Die Landschaft bestand aus niedrigen, felsigen Bergen und sanft geschwungenen Hügeln, manche aus hell orangerotem Gestein, das zu seltsamen, unheimlichen Mustern verwittert war. Andere waren von stumpfem Rosarot, mit einigen Baumgruppen und Gräsern. Eine Reihe von Bäumen zeigte einen kleinen Wasserlauf auf der linken Seite an. Der Himmel war bewölkt.

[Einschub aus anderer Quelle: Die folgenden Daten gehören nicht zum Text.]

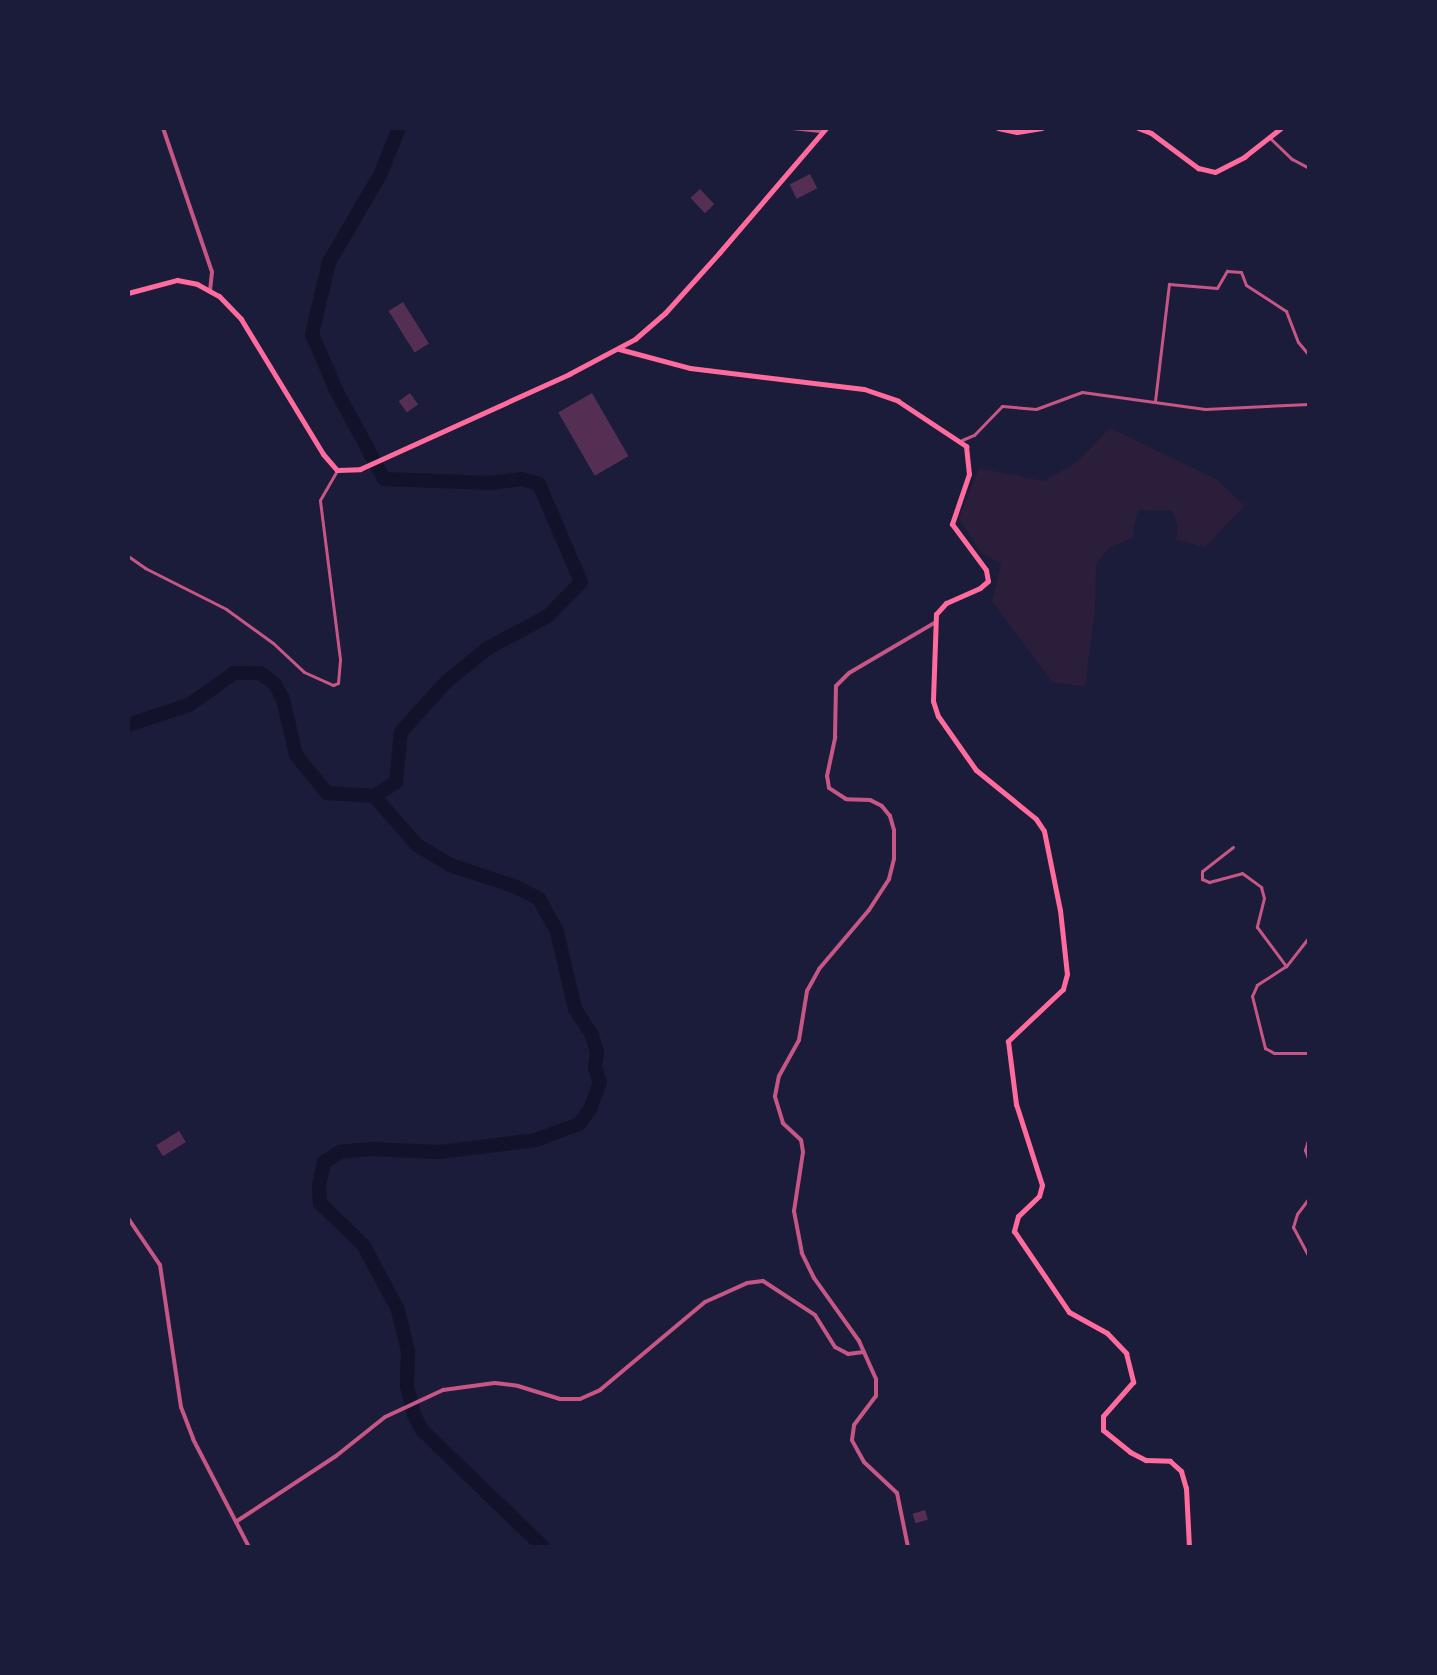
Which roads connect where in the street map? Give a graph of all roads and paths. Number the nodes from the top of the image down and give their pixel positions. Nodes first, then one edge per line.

»Herrlich«, sagte Wuju, »aber es sieht so sonderbar aus. Selbst der Himmel scheint von hellerem Blau zu sein, mit gelben und grünen Farbtönen.«
»Es könnte regnen«, sagte Cousin Bat besorgt. »Schlecht für die Navigation, schlecht für das Fliegen, wenn es notwendig sein sollte. Das behindert uns.«
»Aber die Murnies bleiben dann auch, wo sie sind«, meinte Brazil. »Wenn es regnet, laufen wir weiter, solange wir können. Den Slongorniern zufolge ziehen sich die rosaroten Berge mit dem bißchen Grün halb durch das Hex. Wir folgen ihnen. Vielleicht gibt es dort auch Höhlen und Schlupfwinkel.«
»Dafür bin ich auch«, sagte die Fledermaus. »Wenn ich hier lebte, würde ich mich an Wasserläufen niederlassen, auf den Ebenen, aber an Stellen, die gut zu verteidigen sind. Wenn wir uns von solchen Stellen fernhalten, könnten wir es schaffen.«
»Kurz vor Sonnenuntergang erkunden Sie das Gelände von der Luft aus«, schlug Brazil vor. Er ging zum Rucksack, zog das Schwert heraus und schlüpfte in das langärmelige Hemd mit den Handschuhen. Aus dem anderen machten sie eine provisorische Scheide, die sie Wuju umhängten. Dann griff er nach einer kleinen, verbeulten Dose und schmierte sich mit dem Inhalt ein. »Kochfett der Slongornier«, sagte er. »Es enthält eine Art Farbstoff. Bat ist schwarz, und Sie sind braun, aber meine helle Haut würde mich aus der Nähe verraten.«
Sie warteten auf den Sonnenuntergang.